Youth Culture

What can the School of Rock in St. Paul teach the latest generation raised on rock ’n’ roll?

THE STUDENTS are often no bigger than their instruments. But there’s nothing child-like about the hammering these kids give their guitars as they pound out the chords to the Who’s “Baba O’Riley” during a class at the Paul Green School of Rock.

Since opening in St. Paul last September, the School of Rock has been trying to find its niche in an area that already has several acclaimed music schools. It’s part of a national chain with 31 branches that began in 1998 by Paul Green, whose music-school concept provided the basis for the movie The School of Rock. Green’s philosophy runs counter to the idea that rock-star wannabes need to begin their training the same way other musicians do, plunking out “Mary Had a Little Lamb” on the piano. To learn to rock, the theory goes, you just need to start rocking.

This isn’t news in a place known for spawning such punk bands as the Replacements, who barely understood their instruments, legend has it, when they started playing. But Stacey Marmolejo, the St. Paul branch’s co-owner, believed there was a need for such a school here—she brought the chain to the Twin Cities after scoping out music options for her 17-year-old son and finding nothing that catered to kids between ages 8 and 17 who are serious about rock ’n’ roll. So far the school has attracted about 40 students—enough that Marmolejo is already looking into opening more locations in the Twin Cities.

Marmolejo says her son’s experience illustrates the need for the School of Rock. When he attended a summer rock camp sponsored by the MacPhail Center for Music in Minneapolis, the instructor asked how many of the 30 or so participants wanted to become professional musicians. About four students raised their hands. “If you asked 30 of our students the same question,” says Marmolejo, “I’d guess that 25 would raise their hands.”

For this reason, Marmolejo believes her school isn’t drawing kids away from other music programs. “We’re attracting students who would otherwise take lessons in their home and attempt to pull together a band in their garage,” she says. So would the Replacements have been School of Rock students if it’d been around in the 1970s? Perhaps, especially if they knew that Marmolejo’s students are drawing a following through bands organized by the school. One, the Street Team, has become big with teenage girls (four of the five band members are boys). On its MySpace page (headlined “Don’t give a damn, it’s rock and roll!”), fans have gushed “U will c me regularly this summer!!!!!” and “Please don’t change!”

Staff from the McNally Smith College of Music in St. Paul have attended School of Rock concerts, looking for potential students. The kids have performed at civic events and at bars such as Bunker’s Music Bar & Grill in Minneapolis and Station 4 in St. Paul, their repertoire mostly classic rock: Pink Floyd, Black Sabbath, the Who. They are responsible for marketing their concerts, setting up and tearing down the stages, and trying to keep their bands together.

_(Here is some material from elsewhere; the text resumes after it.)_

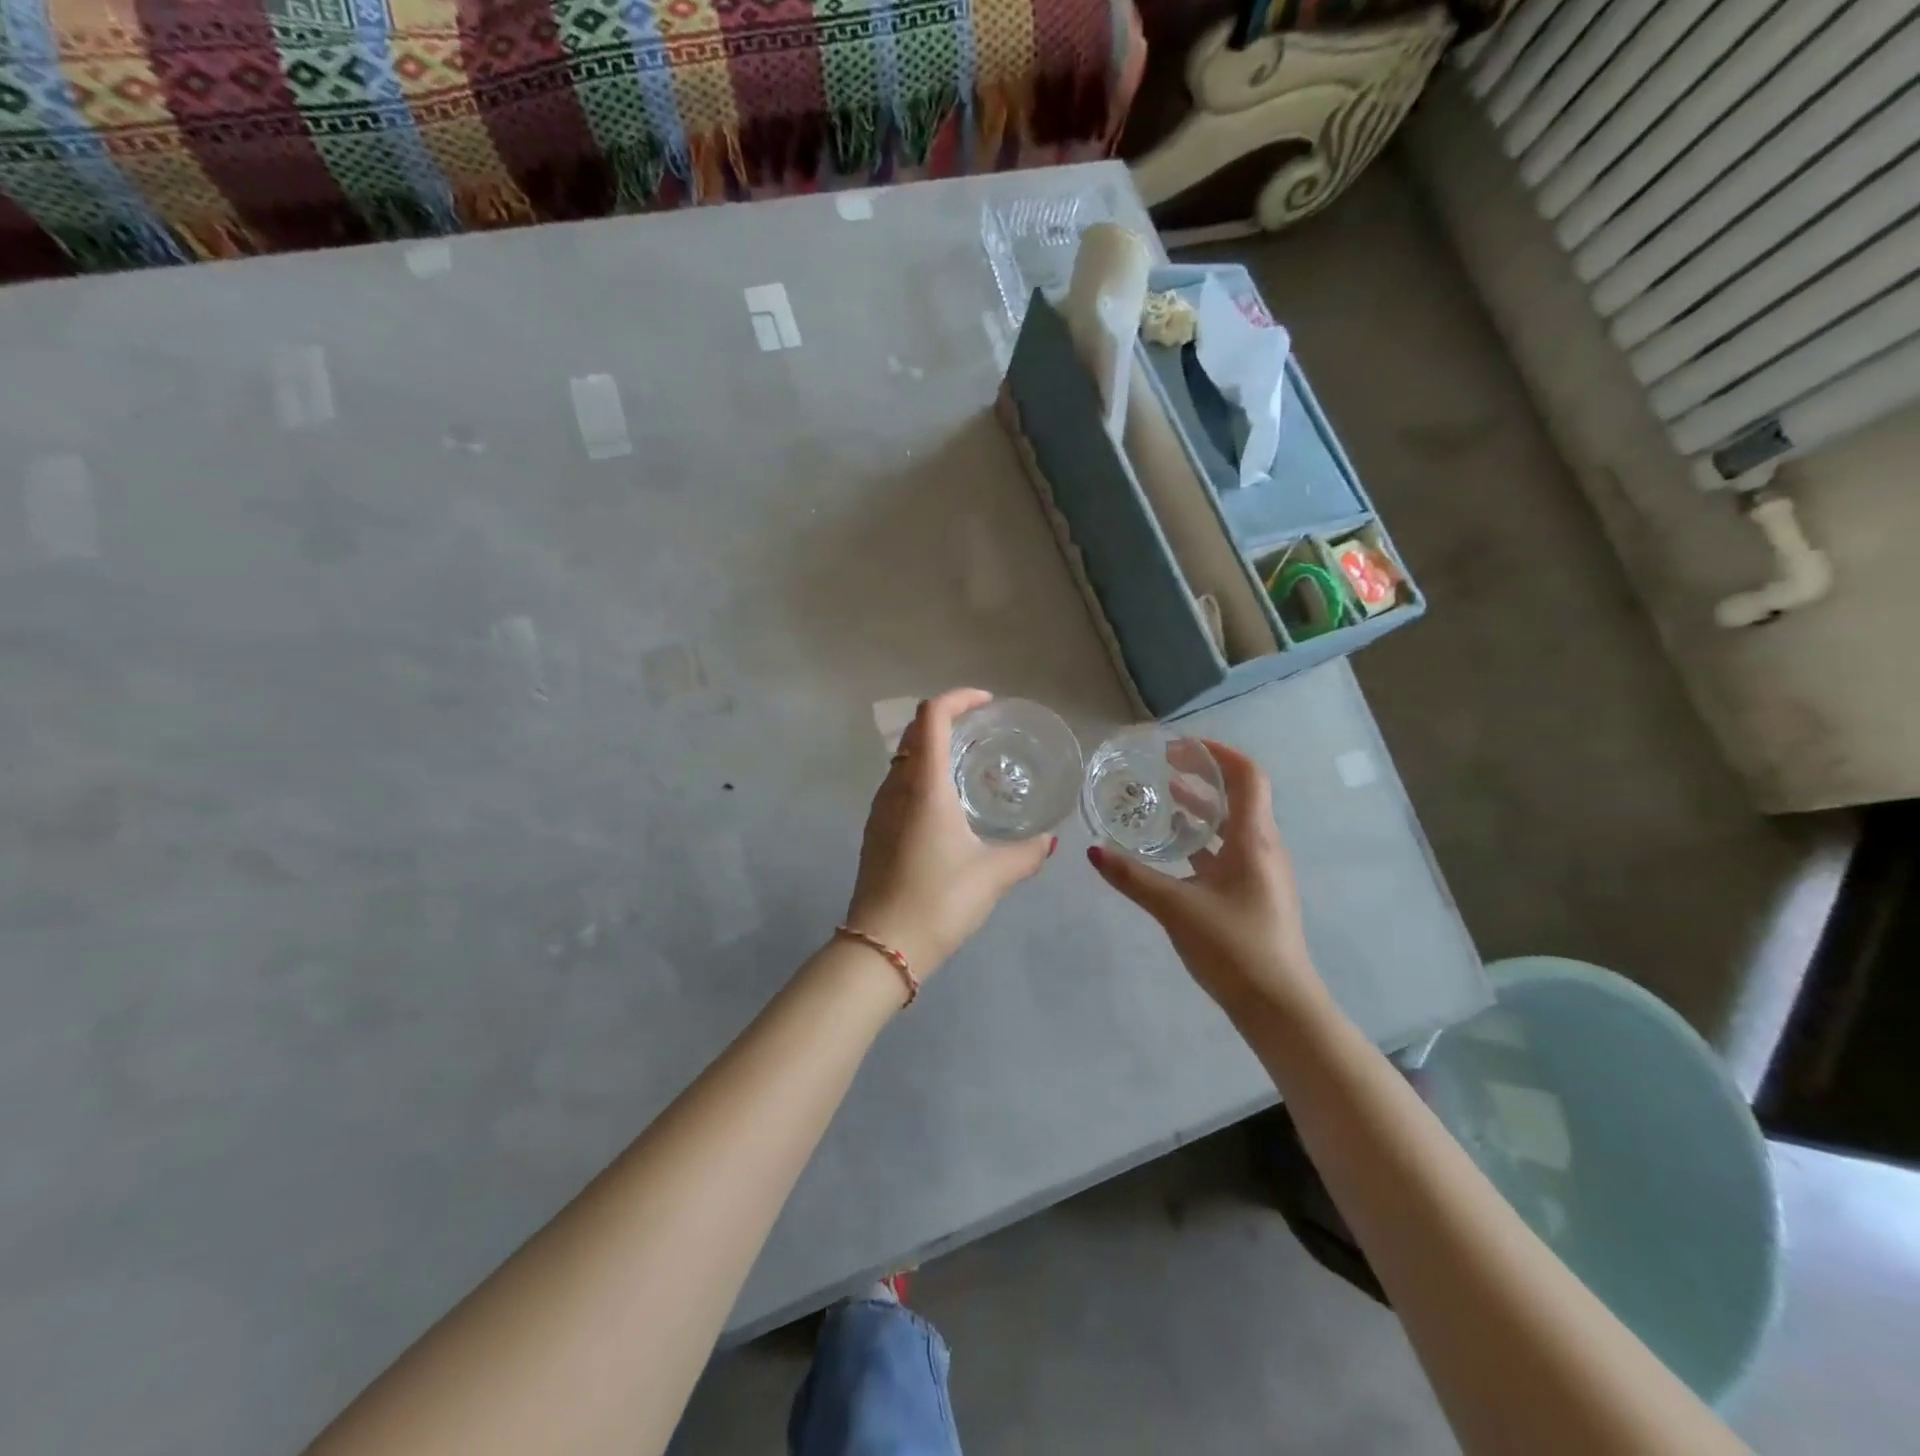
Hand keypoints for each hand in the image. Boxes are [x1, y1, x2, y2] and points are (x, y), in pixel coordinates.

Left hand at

For the most part, the 9-year-olds belting out AC/DC’s “Highway to Hell” haven’t run into trouble—either with each other or anyone who might find that idea unseemly. “If we’re going to become politically correct, we can forget about being a rock ’n’ roll school,” Green says. But there are exceptions, like earlier this summer when the kids rocked the Ridgedale Library in Minnetonka and substituted “darn” and “heck” for swear words—concessions a star like Prince never would have made. But, hey, every young rocker has to start somewhere.